Aufwendige Lösungen über virtuelle Maschinen, Wine oder manuelle Aufbauten von DOS-Instanzen mit dem nicht ganz einfachen Emulator Qemu sind aber nicht nötig. Denn es gibt das Open-Source-Projekt Dosbox und damit einen DOS-Emulator speziell für alte Spiele.
In einfacheren Fällen verlangt Dosbox nicht mal eine Anpassung seiner Standardkonfiguration. Dosbox nutzt die Fähigkeiten der Multimedia-Bibliothek SDL (Simple Directmedia Layer), die sich um Grafik- und Soundausgabe sowie Eingabegeräte kümmert.
Übrigens gibt es DOS Box nicht nur für Linux, sondern auch für Windows und Mac-OS X. Ob ein bestimmtes DOS-Spiel im Emulator läuft, weiß eine alphabetische, durchsuchbare Übersicht unter https://dosbox.sourceforge.net/comp_list.php .
Ein Emulator meldet sich zurück
Um ein Haar wäre es um Dosbox geschehen gewesen, denn das Programm ist seinerseits kein neues Programm, sondern stammt aus der Zeit von Windows 2000, als Windows selbst nur noch einen DOS-Kompatibilitäts-Modus anbot, der für Spiele ungeeignet war. Ziemlich früh wurde das Programm dann auf Linux portiert, um dort Umsteiger zwischen Vim, Emacs und dem obligatorischen Kompilieren des Linux-Kernels mit Spieleklassikern bei Laune zu halten. Zwischenzeitlich kam die weitere Entwicklung von Dosbox aber zum Erliegen. Sieben Jahre tat sich nichts mehr und Dosbox geriet in Vergessenheit. Erst letztes Jahr erhielt die Pflege des Dosbox-Quellcodes durch neu entfachtes Interesse an Retrospielen wieder Auftrieb, das vor allem von Youtubern als Hobby entdeckt wurde.
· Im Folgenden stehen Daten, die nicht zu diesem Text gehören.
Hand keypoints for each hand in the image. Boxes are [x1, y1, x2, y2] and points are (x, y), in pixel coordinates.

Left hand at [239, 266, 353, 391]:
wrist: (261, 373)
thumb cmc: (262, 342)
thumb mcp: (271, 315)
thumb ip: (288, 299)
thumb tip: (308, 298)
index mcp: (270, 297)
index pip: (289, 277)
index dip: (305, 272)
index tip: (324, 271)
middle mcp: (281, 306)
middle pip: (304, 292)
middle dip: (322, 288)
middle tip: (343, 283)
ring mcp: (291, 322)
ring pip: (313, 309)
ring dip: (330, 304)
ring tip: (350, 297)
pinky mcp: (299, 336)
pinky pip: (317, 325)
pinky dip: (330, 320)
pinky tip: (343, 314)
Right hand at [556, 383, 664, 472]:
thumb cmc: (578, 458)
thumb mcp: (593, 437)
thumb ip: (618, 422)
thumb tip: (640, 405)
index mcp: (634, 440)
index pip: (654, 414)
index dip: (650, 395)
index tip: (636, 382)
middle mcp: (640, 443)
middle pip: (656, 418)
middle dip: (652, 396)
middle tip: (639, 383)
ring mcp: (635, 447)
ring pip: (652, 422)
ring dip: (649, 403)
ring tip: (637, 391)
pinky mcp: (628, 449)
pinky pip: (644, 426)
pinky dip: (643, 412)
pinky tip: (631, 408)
Die letzte Version von Dosbox ist die Ausgabe 0.74-3 und der Emulator ist in den Paketquellen nahezu aller aktuellen Linux-Distributionen verfügbar und über den jeweiligen Paketmanager schnell installiert. In Debian/Ubuntu holt der Befehl
sudo apt install dosbox
die Dosbox samt Standardkonfiguration auf das Linux-System.
Einrichtung und Start von Spielen

Der Aufruf von Dosbox öffnet ein Fenster, in dem der Emulator den altbekannten DOS-Prompt anzeigt, allerdings mit dem Laufwerkbuchstaben „Z:“ als Wurzelverzeichnis. Die Dosbox lädt zunächst nur ein US-Tastaturlayout und leidet mit deutschsprachigen Tastaturen unter dem „Kezboard-Syndrom“, das die Eingabe von
keyb gr
heilt. Es handelt sich um kein komplettes DOS, sondern um einen reduzierten Nachbau des Betriebssystems, wobei eingebaute Befehle wie „dir“, „cd“, „copy“, „ren“ und „type“ auch hier funktionieren. Die kleine DOS-Umgebung weiß erst mal nichts vom Dateisystem des Linux-Systems. Zum Einhängen eines Ordners mit DOS-Spielen gibt es deshalb innerhalb der Dosbox den Befehl „mount“:
mount C:/home/user/Games
Dieses macht den Inhalt des Ordners „/home/user/Games“ als Laufwerk „C:“ verfügbar. Mit den altbekannten DOS-Befehlen „c:“ und „cd [Verzeichnis]“ wechselt man dann in den Ordner des DOS-Spiels und startet die dort vorliegende EXE- oder COM-Datei mit der Eingabe des Namens.

Während Dosbox ein Spiel ausführt, bieten sich zwei Tastaturkürzel zur Optimierung der Ausgabe an: Alt-Return skaliert das Fenster auf ein Vollbild, Strg-F11 verlangsamt die Emulation und Strg-F12 beschleunigt sie. Für Spiele mit Mausteuerung ist Strg-F10 wichtig, das den Mauszeiger aus dem Dosbox-Fenster befreit.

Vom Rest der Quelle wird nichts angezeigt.